Gensim is a popular Python library used for various natural language processing (NLP) tasks, including text summarization, topic modeling, and word embeddings. One of the interesting functionalities provided by Gensim is the attention visualization, which allows us to visualize the attention weights used during the processing of a sequence.

What is Attention?

Attention is a mechanism used in NLP models to focus on specific parts of a sequence during processing. It assigns importance weights to different elements of the input sequence, allowing the model to give more emphasis to certain parts when generating output. For example, in machine translation tasks, attention helps the model to align the input sequence with the corresponding output sequence.

Visualizing Attention

To visualize the attention weights in Gensim, we first need to train a model that uses attention.

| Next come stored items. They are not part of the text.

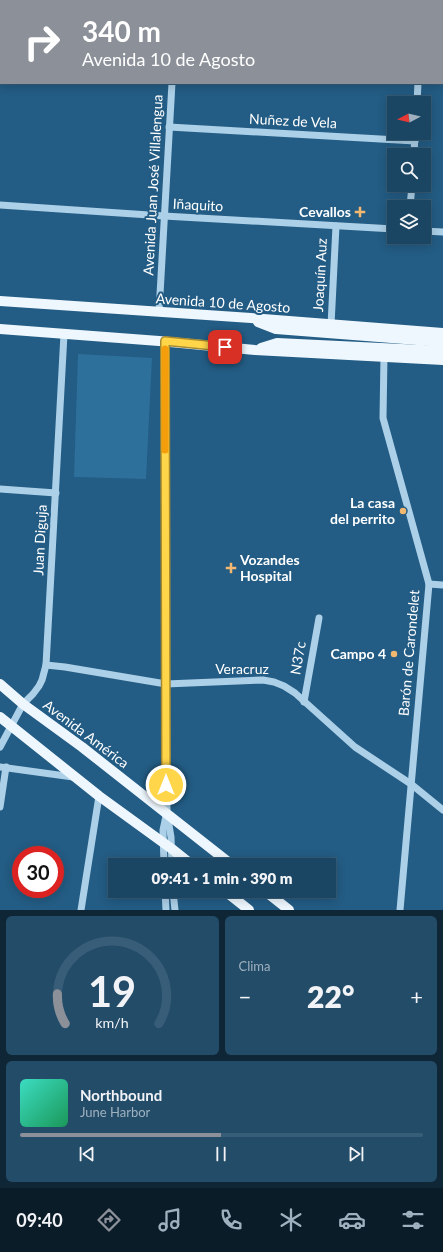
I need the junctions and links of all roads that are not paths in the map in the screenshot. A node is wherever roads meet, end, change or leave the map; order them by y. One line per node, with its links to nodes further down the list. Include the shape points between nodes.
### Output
1 (172, 84): 4 (street, Avenida Juan José Villalengua)
2 (418, 84): 3 (street)
3 (417, 96)
4 (169, 127): 5 (street, Nuñez de Vela); 8 (street, Avenida Juan José Villalengua)
5 (415, 141): 6 (street)
6 (414, 148)
7 (0, 205): 8 (street, Iñaquito)
8 (164, 216): 9 (street, Iñaquito); 14 (street, Avenida Juan José Villalengua)
9 (336, 226): 10 (street, Iñaquito); 16 (street, Joaquín Auz)
10 (387, 229)
11 (431, 231): 12 (street)
12 (443, 232)
13 (0, 301): 14 (main road, Avenida 10 de Agosto)
14 (159, 312): 15 (main road, Avenida 10 de Agosto)
15 (251, 318): 16 (main road, Avenida 10 de Agosto); 21 (main road, via 276,330)
16 (331, 325): 19 (main road, Avenida 10 de Agosto)
17 (0, 329): 18 (main road)
18 (64, 334): 20 (main road); 27 (street, Juan Diguja)
19 (443, 334)
20 (165, 341): 22 (main road); 33 (street)
21 (443, 342)
22 (256, 350): 23 (main road, via 277,343); 24 (main road)
23 (443, 352)
24 (384, 356): 25 (main road); 28 (street, Barón de Carondelet, via 383,418)
25 (443, 360)
26 (0, 489): 27 (street)
27 (56, 493): 31 (street, Juan Diguja)
28 (429, 584): 29 (street); 43 (street, Barón de Carondelet)
29 (443, 585)
30 (319, 618): 34 (street, N37c)
31 (46, 666): 33 (street, Veracruz); 35 (street, Juan Diguja, via 39,686)
32 (0, 684): 35 (main road, Avenida América)
33 (166, 684): 34 (street, Veracruz, via 263,680 284,686); 47 (street)
34 (304, 702): 43 (street, Veracruz, via 355,747)
35 (23, 704): 37 (street, Juan Diguja); 47 (main road, Avenida América)
36 (0, 717): 37 (main road)
37 (11, 726): 38 (street, Juan Diguja); 42 (main road)
38 (6, 736): 39 (street); 40 (street, Juan Diguja)
39 (0, 741)
40 (0, 747)
41 (3, 767): 42 (street); 45 (street)
42 (76, 777): 44 (main road)
43 (411, 784): 46 (street, Veracruz); 62 (street, Barón de Carondelet)
44 (99, 796): 48 (main road); 57 (street)
45 (0, 807)
46 (443, 810)
47 (166, 814): 48 (street); 48 (street, via 163,830); 52 (main road, Avenida América)
48 (167, 846): 49 (street); 50 (street); 51 (main road)
49 (165, 858)
50 (170, 858)
51 (183, 858)
52 (223, 858)
53 (165, 898): 58 (street)
54 (173, 898): 59 (street)
55 (234, 898): 60 (main road)
56 (274, 898): 61 (main road)
57 (81, 910)
58 (166, 910)
59 (174, 910)
60 (249, 910)
61 (290, 910)
62 (400, 910)

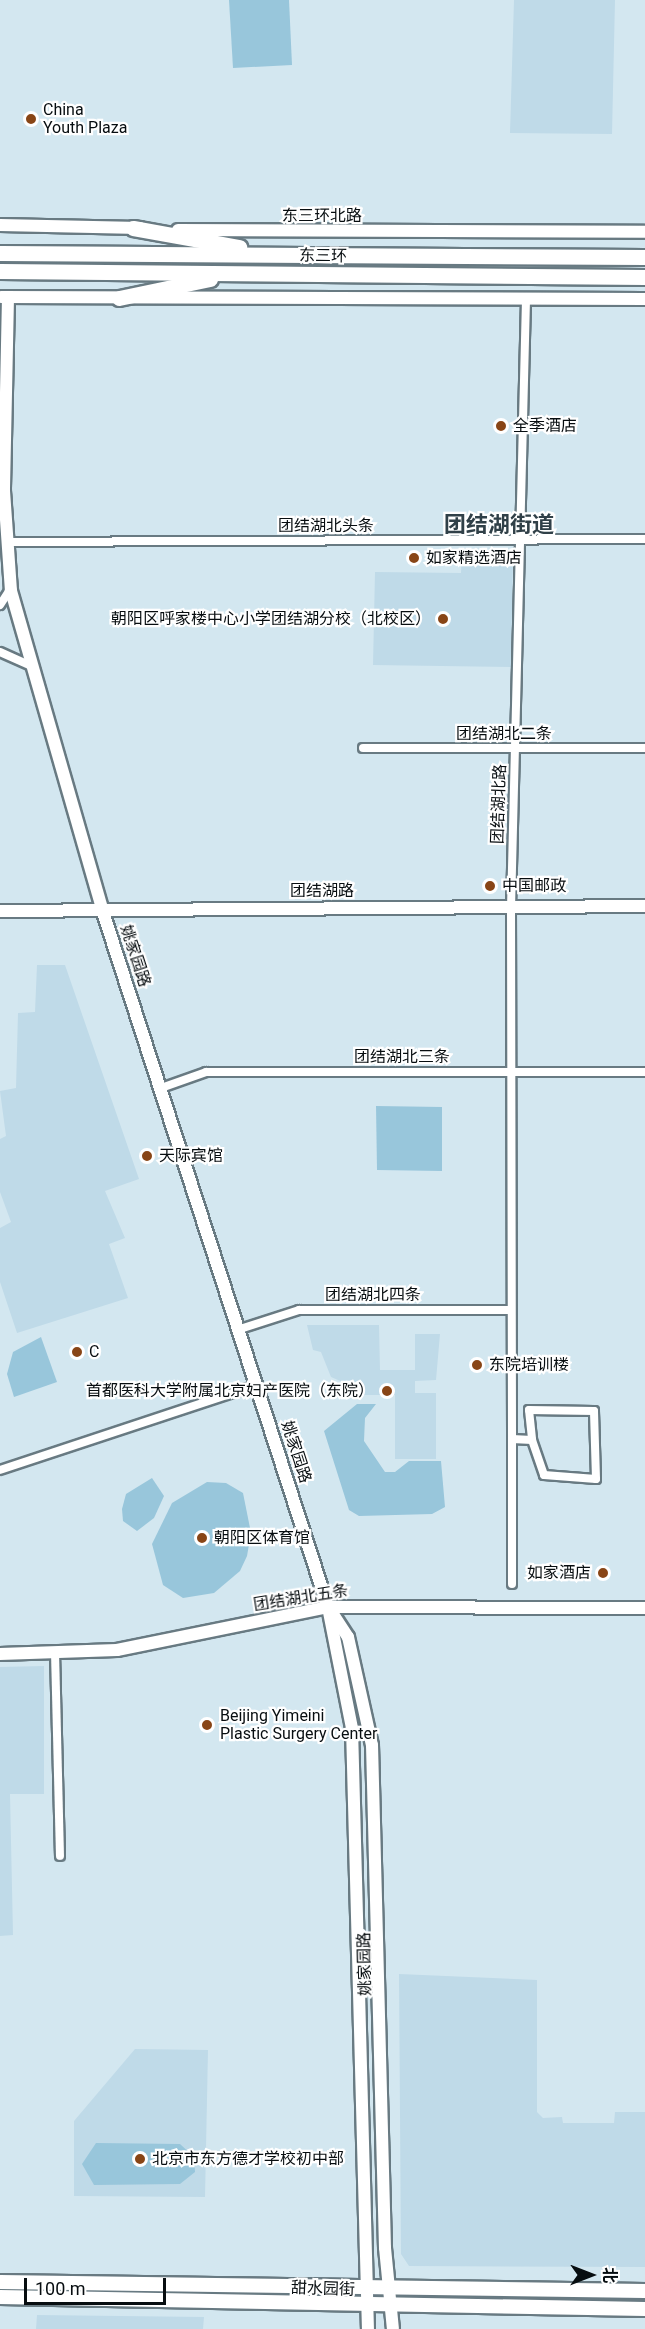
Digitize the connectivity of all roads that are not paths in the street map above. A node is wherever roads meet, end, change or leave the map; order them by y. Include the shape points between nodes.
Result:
1 (0, 225) edge
2 (133, 228) junction
3 (645, 232) edge
4 (0, 253) edge
5 (278, 255) junction
6 (645, 257) edge
7 (0, 271) edge
8 (241, 273) junction
9 (645, 277) edge
10 (4, 297) edge
11 (119, 298) junction
12 (526, 299) junction
13 (645, 299) edge
14 (645, 539) edge
15 (524, 541) junction
16 (7, 542) junction
17 (11, 588) junction
18 (0, 605) edge
19 (0, 652) edge
20 (31, 666) junction
21 (363, 748) dead end
22 (645, 748) edge
23 (516, 749) junction
24 (645, 906) edge
25 (511, 907) junction
26 (102, 909) junction
27 (0, 911) edge
28 (645, 1072) edge
29 (508, 1073) junction
30 (161, 1088) junction
31 (508, 1310) junction
32 (240, 1329) junction
33 (257, 1385) junction
34 (512, 1439) junction
35 (532, 1440) junction
36 (0, 1470) edge
37 (512, 1584) dead end
38 (328, 1607) junction
39 (645, 1608) edge
40 (55, 1652) junction
41 (0, 1654) edge
42 (60, 1856) dead end
43 (0, 2282) edge
44 (368, 2288) junction
45 (391, 2288) junction
46 (645, 2291) edge
47 (0, 2297) edge
48 (368, 2306) junction
49 (392, 2307) junction
50 (645, 2309) edge
51 (369, 2329) edge
52 (393, 2329) edge

1 - 2 street, 东三环北路
2 - 3 street, 东三环北路 via 225,233
2 - 5 highway
4 - 5 highway, 东三环
5 - 6 highway, 东三环
7 - 8 highway, 东三环
8 - 9 highway, 东三环
8 - 11 highway
10 - 11 street
10 - 16 street, 姚家园路
11 - 12 street
12 - 13 street
12 - 15 street, 团结湖北路
14 - 15 street, 团结湖北头条
15 - 16 street, 团结湖北头条
15 - 23 street, 团结湖北路
16 - 17 street, 姚家园路
17 - 18 street
17 - 20 street, 姚家园路
19 - 20 street
20 - 26 street, 姚家园路
21 - 23 street, 团结湖北二条
22 - 23 street, 团结湖北二条
23 - 25 street, 团结湖北路
24 - 25 street, 团结湖路
25 - 26 street, 团结湖路
25 - 29 street, 团结湖北路
26 - 27 street, 团结湖路
26 - 30 street, 姚家园路
28 - 29 street, 团结湖北三条
29 - 30 street, 团结湖北三条 via 206,1072
29 - 31 street, 团结湖北路
30 - 32 street, 姚家园路
31 - 32 street, 团结湖北四条 via 299,1310
31 - 34 street, 团结湖北路
32 - 33 street, 姚家园路
33 - 36 street
33 - 38 street, 姚家园路
34 - 35 street
34 - 37 street, 团结湖北路
35 - 35 street via 544,1475 596,1479 594,1411 529,1410
38 - 39 street, 团结湖北五条
38 - 40 street, 团结湖北五条 via 117,1650
38 - 44 street, 姚家园路 via 352,1728
38 - 45 street, 姚家园路 via 348,1637 372,1745 385,2248
40 - 41 street, 团结湖北五条
40 - 42 street
43 - 44 main road, 甜水园街
44 - 45 main road, 甜水园街
44 - 48 street, 姚家园路
45 - 46 main road, 甜水园街
45 - 49 street, 姚家园路
47 - 48 main road, 甜水园街
48 - 49 main road, 甜水园街
48 - 51 street, 姚家园路
49 - 50 main road, 甜水园街
49 - 52 street, 姚家园路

Let’s take a look at an example using the ParagraphVector model (Doc2Vec).

from gensim.models.doc2vec import Doc2Vec, TaggedDocument

# Prepare data
documents = [TaggedDocument(words=['I', 'love', 'Gensim'], tags=['1']),
             TaggedDocument(words=['Gensim', 'is', 'great'], tags=['2'])]

# Train Doc2Vec model with attention
model = Doc2Vec(window=2, min_count=1, epochs=100)
model.build_vocab(documents)
model.train(documents, total_examples=model.corpus_count, epochs=model.epochs, compute_loss=True, callbacks=[model.compute_weights])

# Visualize attention
model.visualize_attention()

In the code above, we create two TaggedDocument objects to represent our input data. Then, we create an instance of the Doc2Vec model and train it on the provided documents. Finally, we call the visualize_attention() method to visualize the attention weights.

The visualize_attention() method generates a heatmap plot that shows the attention weights assigned to each word in the input text. Darker colors represent higher weights, indicating that those words have more influence on the model’s decision-making process.

Note that the above example demonstrates the attention visualization in the Doc2Vec model, but Gensim also provides attention support in other models, such as the Seq2Seq model for sequence-to-sequence tasks.

Conclusion

The attention visualization functionality in Gensim allows us to gain insights into how the model attends to different parts of the input sequence during processing. It provides a useful tool for understanding the inner workings of NLP models and can aid in debugging and improving model performance.

If you are working on an NLP project using Gensim, I encourage you to explore the attention visualization feature to gain a deeper understanding of your models. It can provide valuable insights into how the model is processing the input sequence and help you make informed decisions.